Jordan NardinoQ: What brought you to St. Mark's?
I'm from Los Angeles and always had a tough time at schools there.  One day, my school counselor, who had taught at a boarding school back east, suggested I look into them. It sounded mean, but she was actually being nice.  

Q: What is your favorite St. Mark's memory?
I remember gathering with fellow classmates around the bonfire on Groton Night my V Form Year. That same year, I managed the boys’ varsity soccer team, and we had to stay on campus over Thanksgiving to compete in a New England tournament. 

Q: What does St. Mark's mean to you?
To be honest, time and experience have worn down my romantic feelings about life and my trust in high ideals. But there's something about St.
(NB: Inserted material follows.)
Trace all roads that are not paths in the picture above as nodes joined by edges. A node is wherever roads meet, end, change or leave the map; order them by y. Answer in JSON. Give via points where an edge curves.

Mark's that chips away at my cynicism and makes me feel those old feelings again—a teenaged vulnerability, a sense of openness to the world untainted by knowledge of it.  As much as the campus has changed, and the buildings have been reworked, I still feel like something old is there, and some part of me is too.  Something I want to touch and help preserve.
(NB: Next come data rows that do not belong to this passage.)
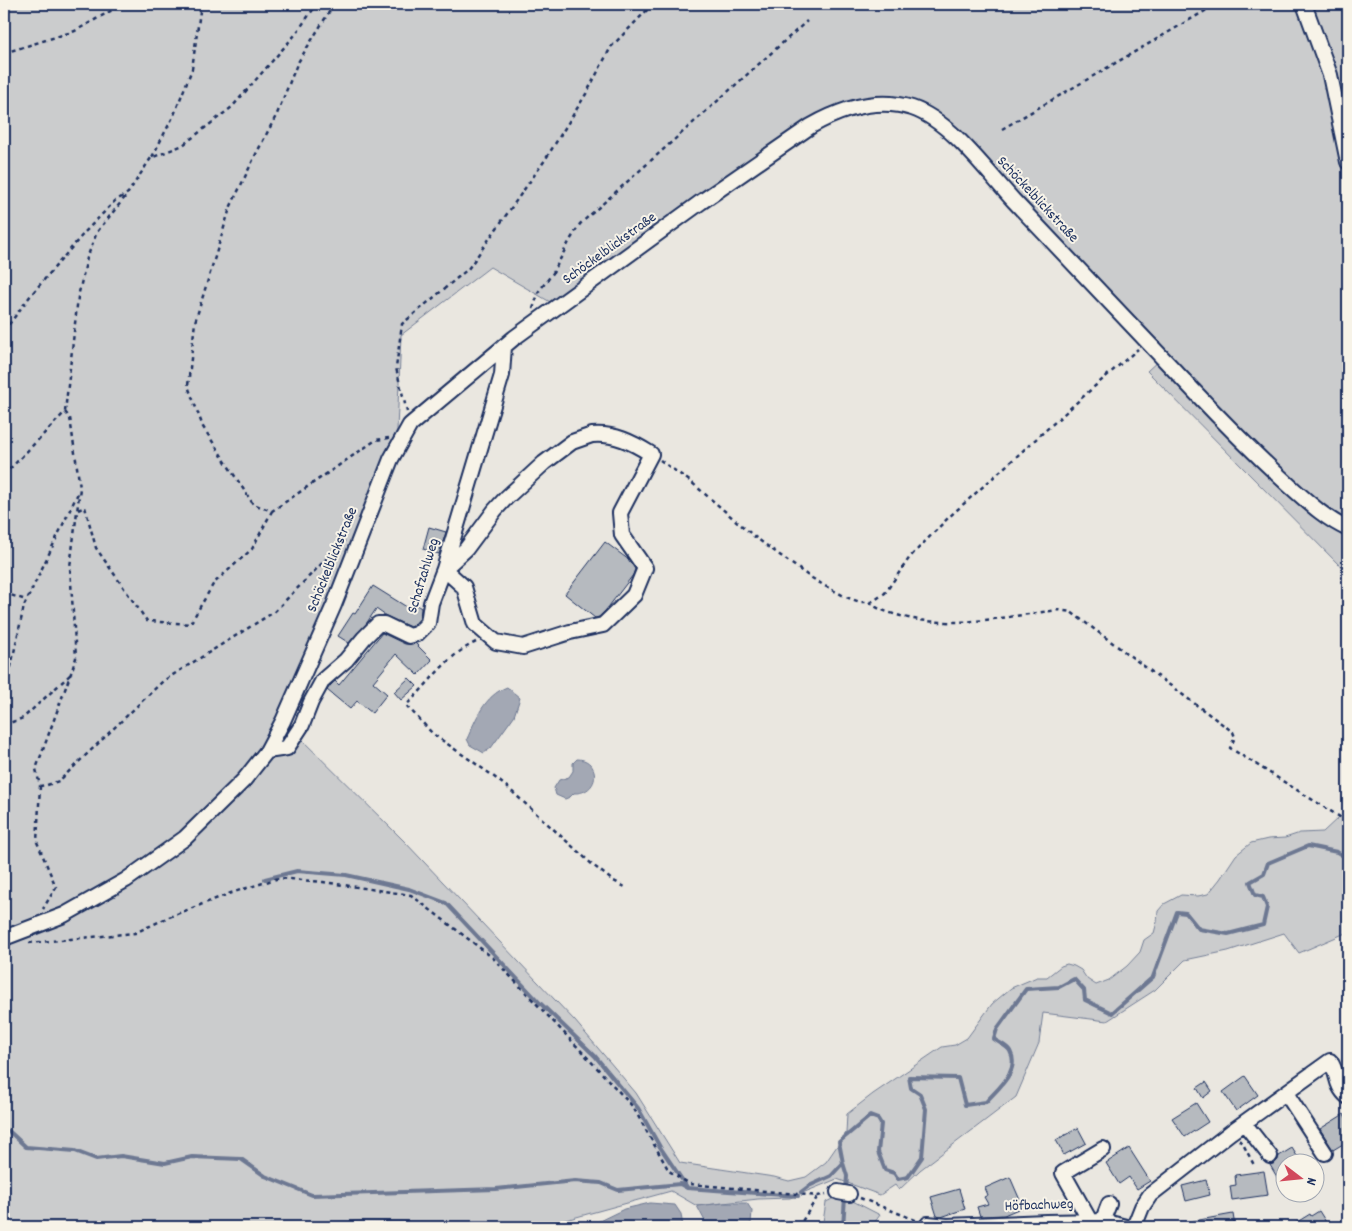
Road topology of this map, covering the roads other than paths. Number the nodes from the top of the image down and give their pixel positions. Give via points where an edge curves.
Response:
1 (1304, 4) edge
2 (1348, 162) edge
3 (504, 346) junction
4 (1348, 529) edge
5 (444, 570) junction
6 (267, 751) junction
7 (4, 938) edge
8 (1286, 1093) junction
9 (1348, 1097) edge
10 (1244, 1123) junction
11 (1103, 1149) dead end
12 (1325, 1152) dead end
13 (1270, 1156) dead end
14 (1109, 1204) dead end
15 (1097, 1223) edge
16 (928, 1224) road end
17 (1064, 1224) edge
18 (1126, 1227) edge
19 (1134, 1227) edge

1 - 2 street via 1330,75
3 - 4 street, Schöckelblickstraße via 824,118 862,105 888,104 911,108 933,118 965,146 1226,425 1319,512
3 - 5 street, Schafzahlweg via 502,375
3 - 6 street, Schöckelblickstraße via 407,430 391,459 334,605
5 - 5 street via 466,549 506,498 572,442 604,434 629,441 650,454 620,513 622,535 645,568 634,595 603,625 523,647 496,642 475,624 464,587
5 - 6 street, Schafzahlweg via 431,604 428,623 417,634 408,636 378,624 324,680 287,748
6 - 7 street, Schöckelblickstraße via 244,780 185,838 126,880 64,915
8 - 9 street via 1330,1062 1342,1092
8 - 10 street
8 - 12 street
10 - 13 street
10 - 19 street via 1150,1194
11 - 15 street via 1063,1173
14 - 15 street
15 - 17 street, Höfbachweg
15 - 18 street, Höfbachweg
16 - 17 street, Höfbachweg

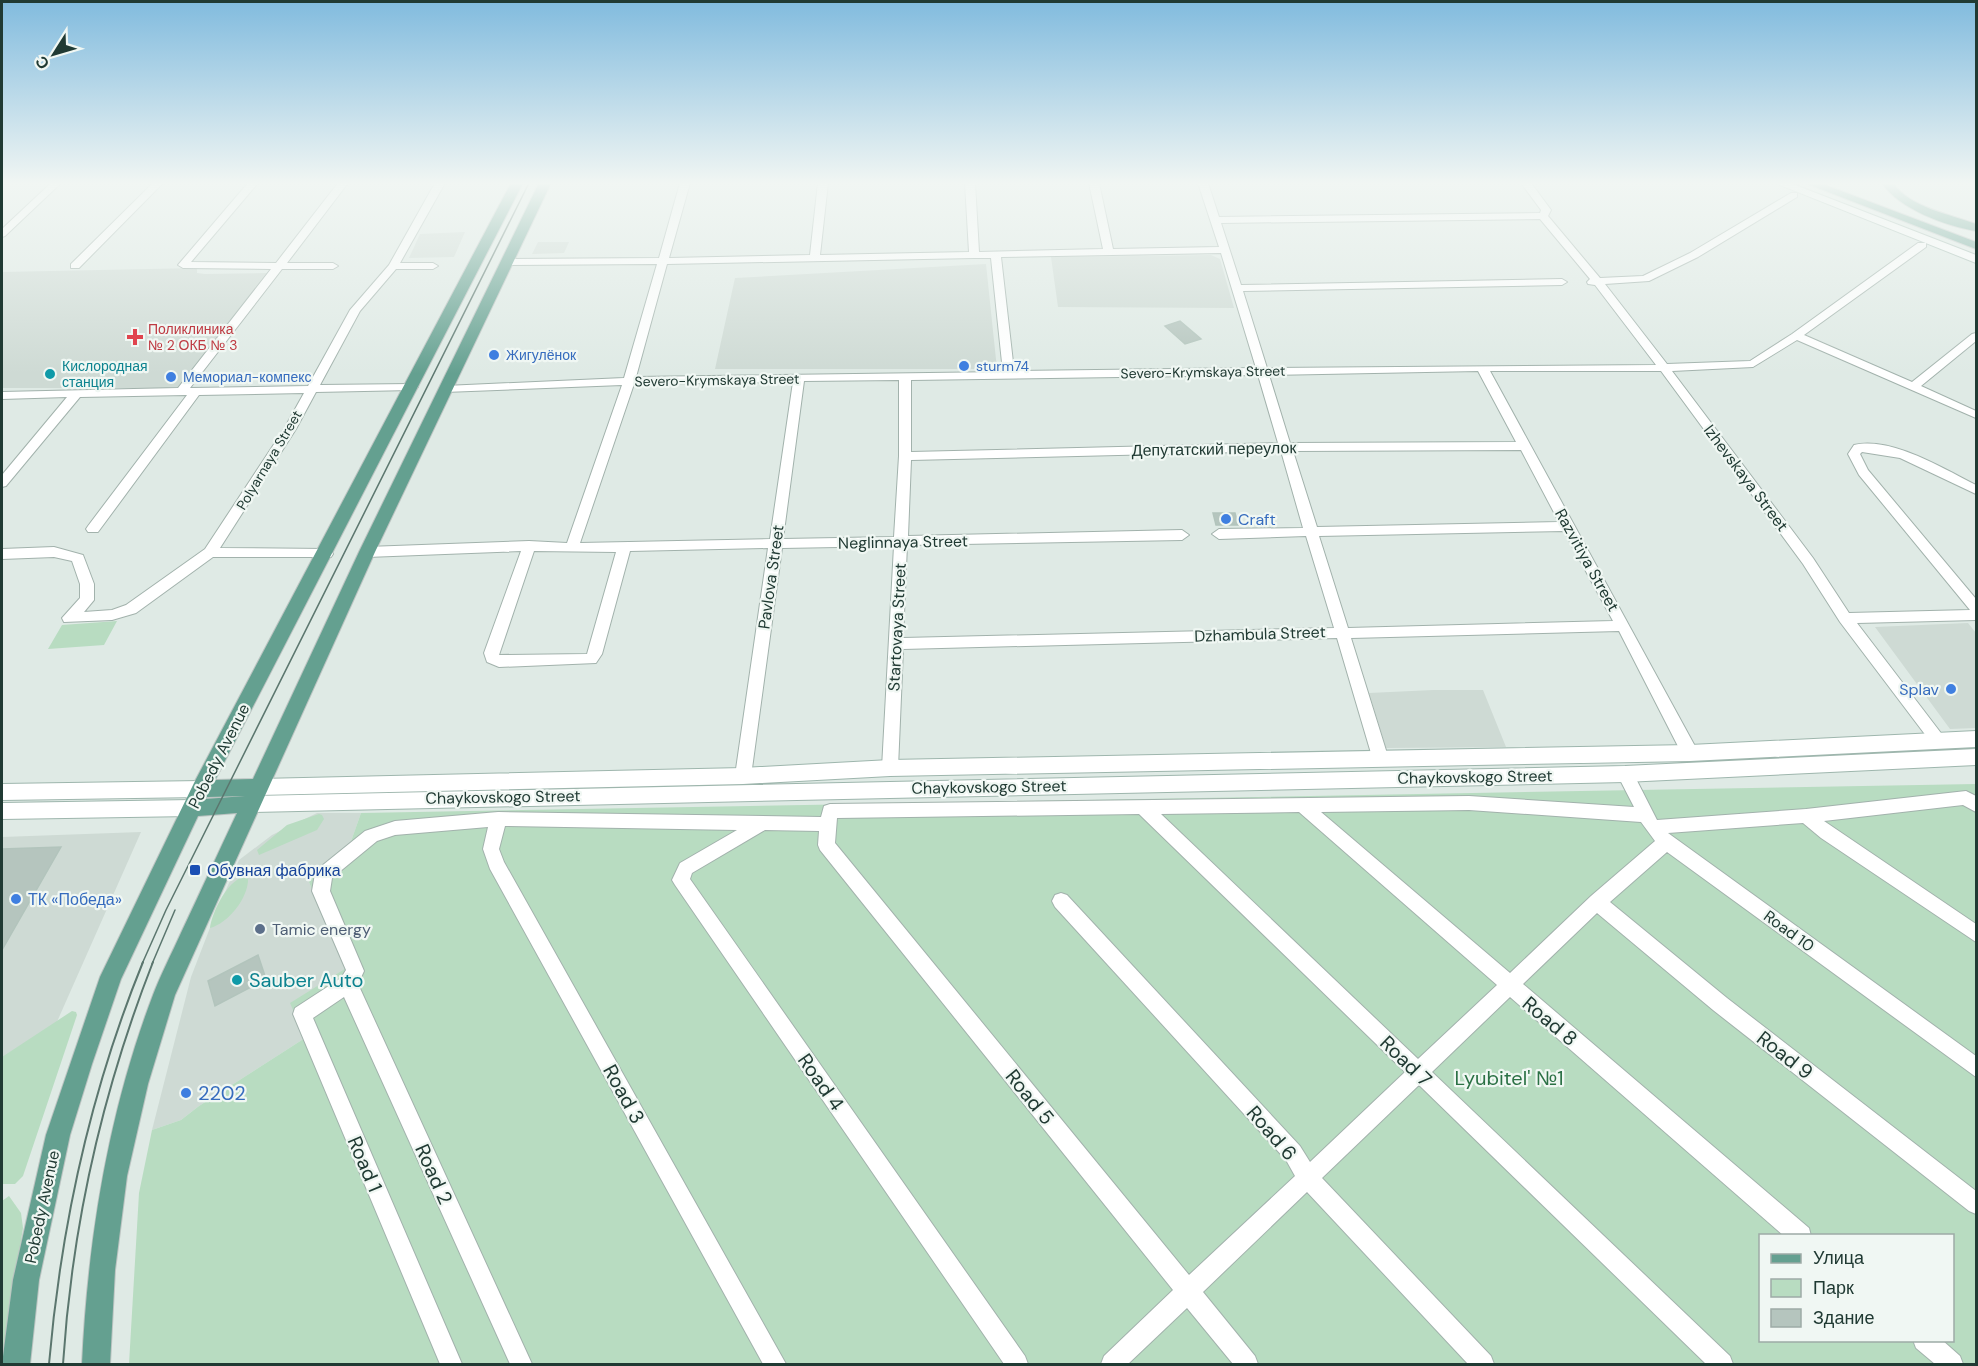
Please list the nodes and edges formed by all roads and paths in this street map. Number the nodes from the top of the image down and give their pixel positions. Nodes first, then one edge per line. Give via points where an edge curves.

Q: Why do you continue to support St. Mark's School?
I look to places I care about preserving and uplifting. That includes the arts and theater programs, but mostly it includes St. Mark's. 
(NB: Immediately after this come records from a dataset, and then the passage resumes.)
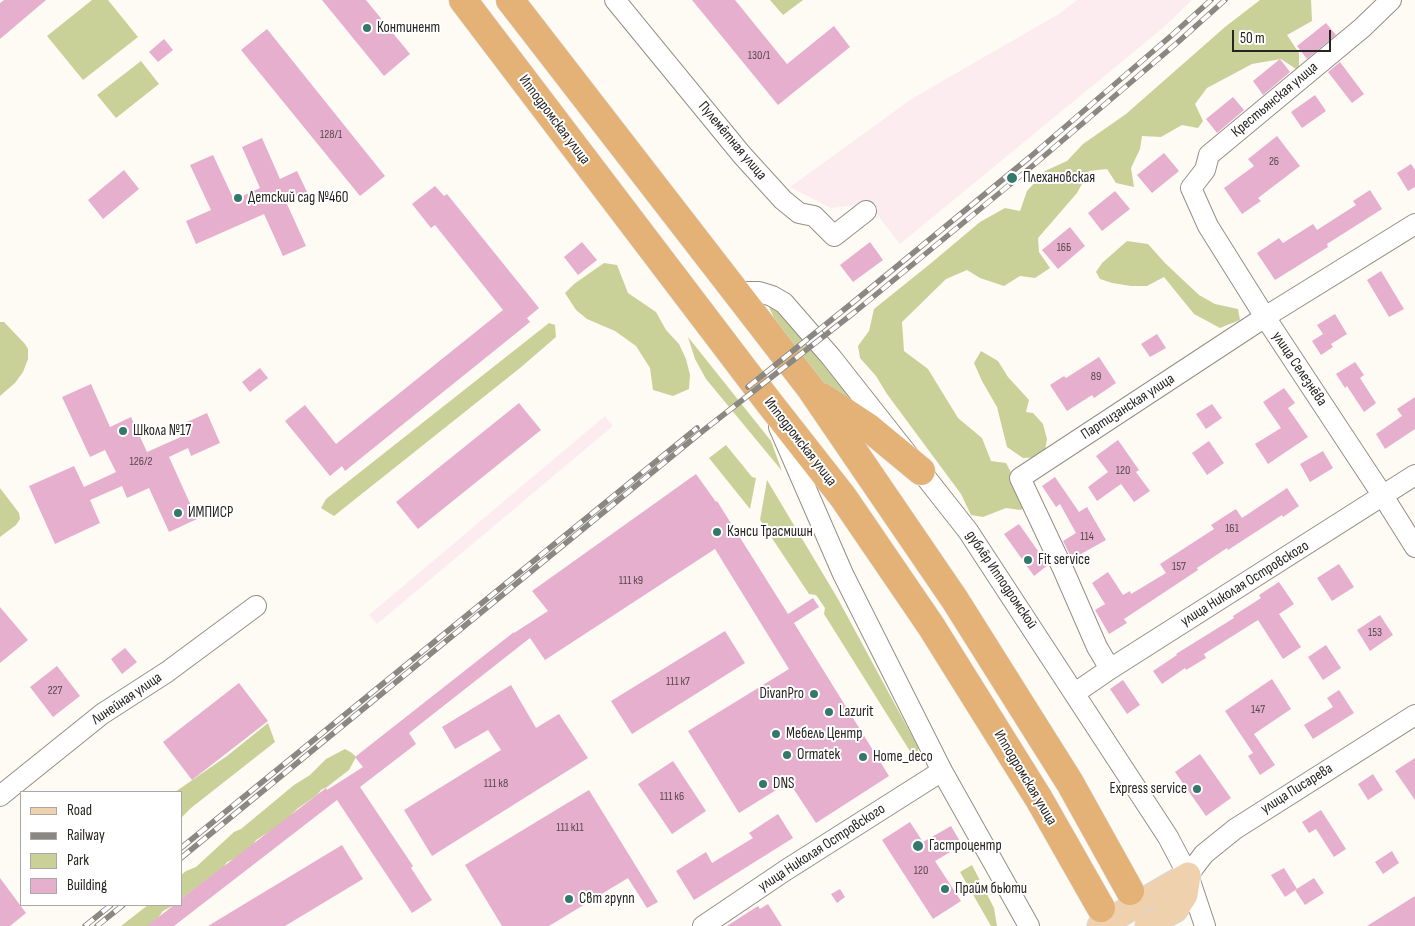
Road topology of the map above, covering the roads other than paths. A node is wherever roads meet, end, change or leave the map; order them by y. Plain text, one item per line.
1 (463, 0) edge
2 (510, 0) edge
3 (615, 0) edge
4 (1391, 0) edge
5 (1191, 188) joint
6 (866, 211) dead end
7 (1415, 224) edge
8 (735, 292) junction
9 (1264, 317) junction
10 (810, 389) junction
11 (767, 400) junction
12 (921, 471) junction
13 (1415, 476) edge
14 (1384, 496) junction
15 (1415, 548) edge
16 (256, 606) dead end
17 (1110, 669) junction
18 (1075, 693) junction
19 (1415, 714) edge
20 (942, 772) junction
21 (0, 796) edge
22 (1188, 875) junction
23 (1130, 891) dead end
24 (1101, 917) edge
25 (1156, 921) edge
26 (703, 926) edge
27 (1029, 926) edge
28 (1205, 926) edge

1 - 11 highway, Ипподромская улица
2 - 8 highway
3 - 6 street, Пулемётная улица
4 - 5 street, Крестьянская улица
5 - 9 street, улица Селезнёва
7 - 9 street, Партизанская улица
8 - 10 highway
8 - 12 street, дублёр Ипподромской
9 - 14 street, улица Селезнёва
9 - 17 street, Партизанская улица
10 - 12 highway
10 - 23 highway
11 - 20 street
11 - 24 highway, Ипподромская улица
12 - 18 street, дублёр Ипподромской
13 - 14 street, улица Николая Островского
14 - 15 street, улица Селезнёва
14 - 17 street, улица Николая Островского
16 - 21 street, Линейная улица
17 - 18 street, улица Николая Островского
18 - 22 street, дублёр Ипподромской
19 - 22 street, улица Писарева
20 - 26 street, улица Николая Островского
20 - 27 street
22 - 24 main road, улица Писарева
22 - 25 main road, улица Писарева
22 - 28 street, дублёр Ипподромской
Q: How has your time at St. Mark's prepared you to lead a life of consequence?
St. Mark's delivers a very good education, so if you pay attention, you will have a leg up with trivia for the rest of your life.  If you take trivia as seriously as I do, this will mean a lot.  I don't know if I lead a life of consequence, but I did sell a pilot to Netflix about kids in danger at a prestigious New England boarding school, so St Mark's definitely prepared me for that.